Memo to Travis: nobody cares about the company itself. It’s not hurting; people have been hurt. What matters is that this stuff keeps happening, with apparently little consequence for those responsible.

Kalanick promises in the email to investigate everything Fowler disclosed and Uber’s overall attitude towards diversity in the workplace. He also discloses, for the first time, that 15% of their tech staff is female. This compares to 15% at Twitter (not 10%, as Kalanick claims), 17% at Facebook, 19% at Google (not 18%, as Kalanick claims), and 23% at Apple.

There is a deep, festering, and toxic workplace environment at Uber. It is the manifestation of its bro-ey CEO that doesn’t think that regulations should apply to his company. Creating a workplace that encourages diversity in both gender and ethnicity doesn’t seem to be very high on Kalanick’s priorities.

This is not okay. This has never been okay. Yet the only incident callous enough, in the public’s eyes, to trigger a mass boycott of Uber was when they dropped surge pricing at JFK airport after taxi drivers there went on strike following Donald Trump’s immigrant-restricting executive order.

I absolutely agree with showing support for those put at risk by sweeping policies from big, institutional powers.
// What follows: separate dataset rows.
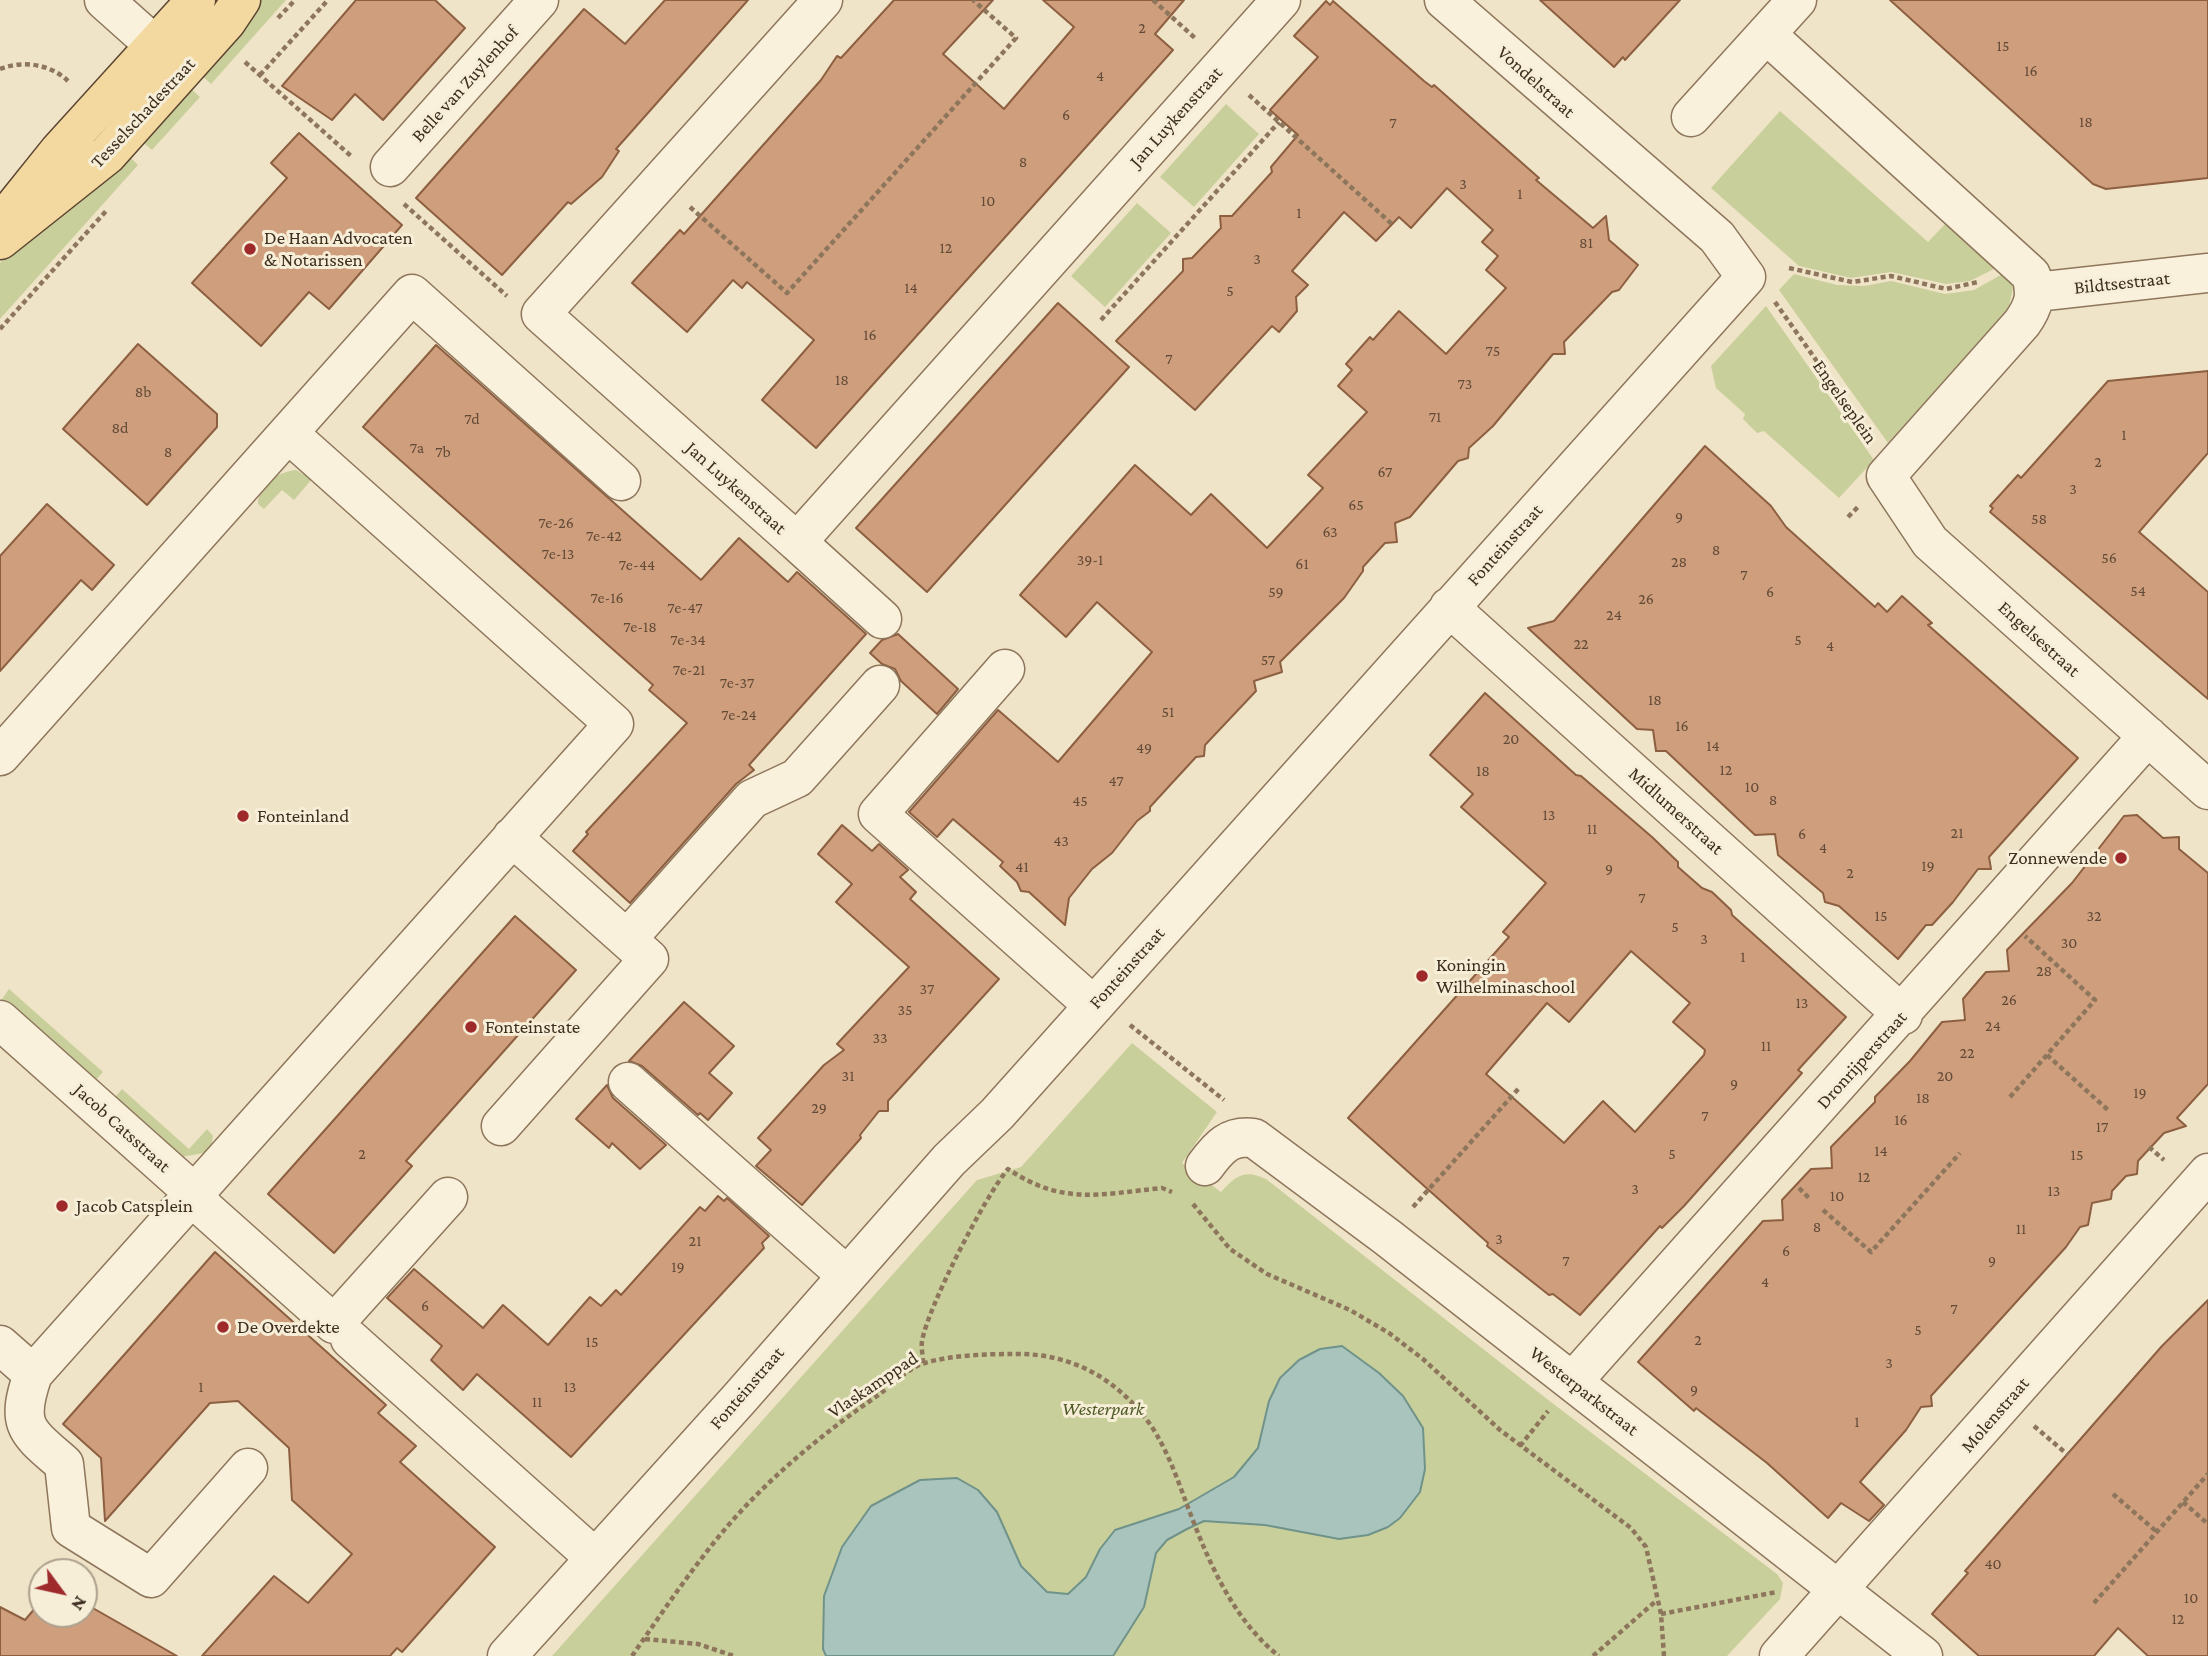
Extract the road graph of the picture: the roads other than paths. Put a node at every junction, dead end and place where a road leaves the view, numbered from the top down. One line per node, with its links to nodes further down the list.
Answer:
1 (104, 0): 10 (street)
2 (196, 0): 10 (main road, Tesselschadestraat)
3 (241, 0): 11 (main road, Tesselschadestraat)
4 (539, 0): 13 (street, Belle van Zuylenhof)
5 (823, 0): 21 (street, Jan Luykenstraat)
6 (1281, 0): 21 (street, Jan Luykenstraat)
7 (1444, 0): 17 (street, Vondelstraat)
8 (1797, 0): 9 (street)
9 (1766, 34): 12 (street); 18 (street)
10 (155, 46): 11 (street); 14 (main road, Tesselschadestraat)
11 (183, 71): 15 (main road, Tesselschadestraat)
12 (1691, 117)
13 (390, 167)
14 (0, 226)
15 (0, 240)
16 (2208, 273): 18 (street, Bildtsestraat)
17 (1746, 277): 22 (street, Fonteinstraat)
18 (2036, 292): 26 (street, Engelsestraat)
19 (288, 433): 20 (street); 27 (street); 29 (street)
20 (621, 481)
21 (797, 542): 23 (street)
22 (1450, 607): 31 (street, Fonteinstraat); 32 (street, Midlumerstraat)
23 (882, 619)
24 (1005, 669): 31 (street)
25 (880, 685): 30 (street)
26 (2148, 736): 28 (street, Engelsestraat); 32 (street, Dronrijperstraat)
27 (0, 756)
28 (2208, 790)
29 (512, 837): 30 (street); 38 (street)
30 (627, 939): 35 (street)
31 (1094, 1006): 40 (street, Fonteinstraat)
32 (1903, 1015): 44 (street, Dronrijperstraat)
33 (0, 1020): 38 (street, Jacob Catsstraat)
34 (628, 1082): 40 (street)
35 (501, 1126)
36 (1194, 1180): 44 (street, Westerparkstraat)
37 (2203, 1188): 47 (street, Molenstraat)
38 (194, 1193): 41 (street, Jacob Catsstraat); 43 (street)
39 (448, 1197): 41 (street)
40 (846, 1275): 46 (street, Fonteinstraat)
41 (342, 1332): 46 (street, Jacob Catsstraat)
42 (0, 1345): 43 (street)
43 (33, 1374): 45 (street)
44 (1573, 1381): 47 (street, Westerparkstraat)
45 (248, 1468)
46 (595, 1558): 48 (street, Fonteinstraat)
47 (1838, 1591): 49 (street, Molenstraat); 50 (street, Westerparkstraat)
48 (507, 1656)
49 (1780, 1656)
50 (1923, 1656)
In this case, Uber’s drivers ought to have joined New York’s taxi drivers in protest, so users’ boycotting of the service is a straightforward way to protest Uber. But the company’s record on women’s rights, in particular, has been appalling — I didn’t even touch on rampant racism. From rape allegations made against drivers to tracking and “throwing mud” against female journalists, and an internal culture that tolerates sexism to an egregious degree, it’s clear that we must respond in force in this case, too.

So grab your phone, and delete Uber.

Update: Added the November 2014 “one night stand” post and the June 2016 report from Austin, thanks to Ryan Jones.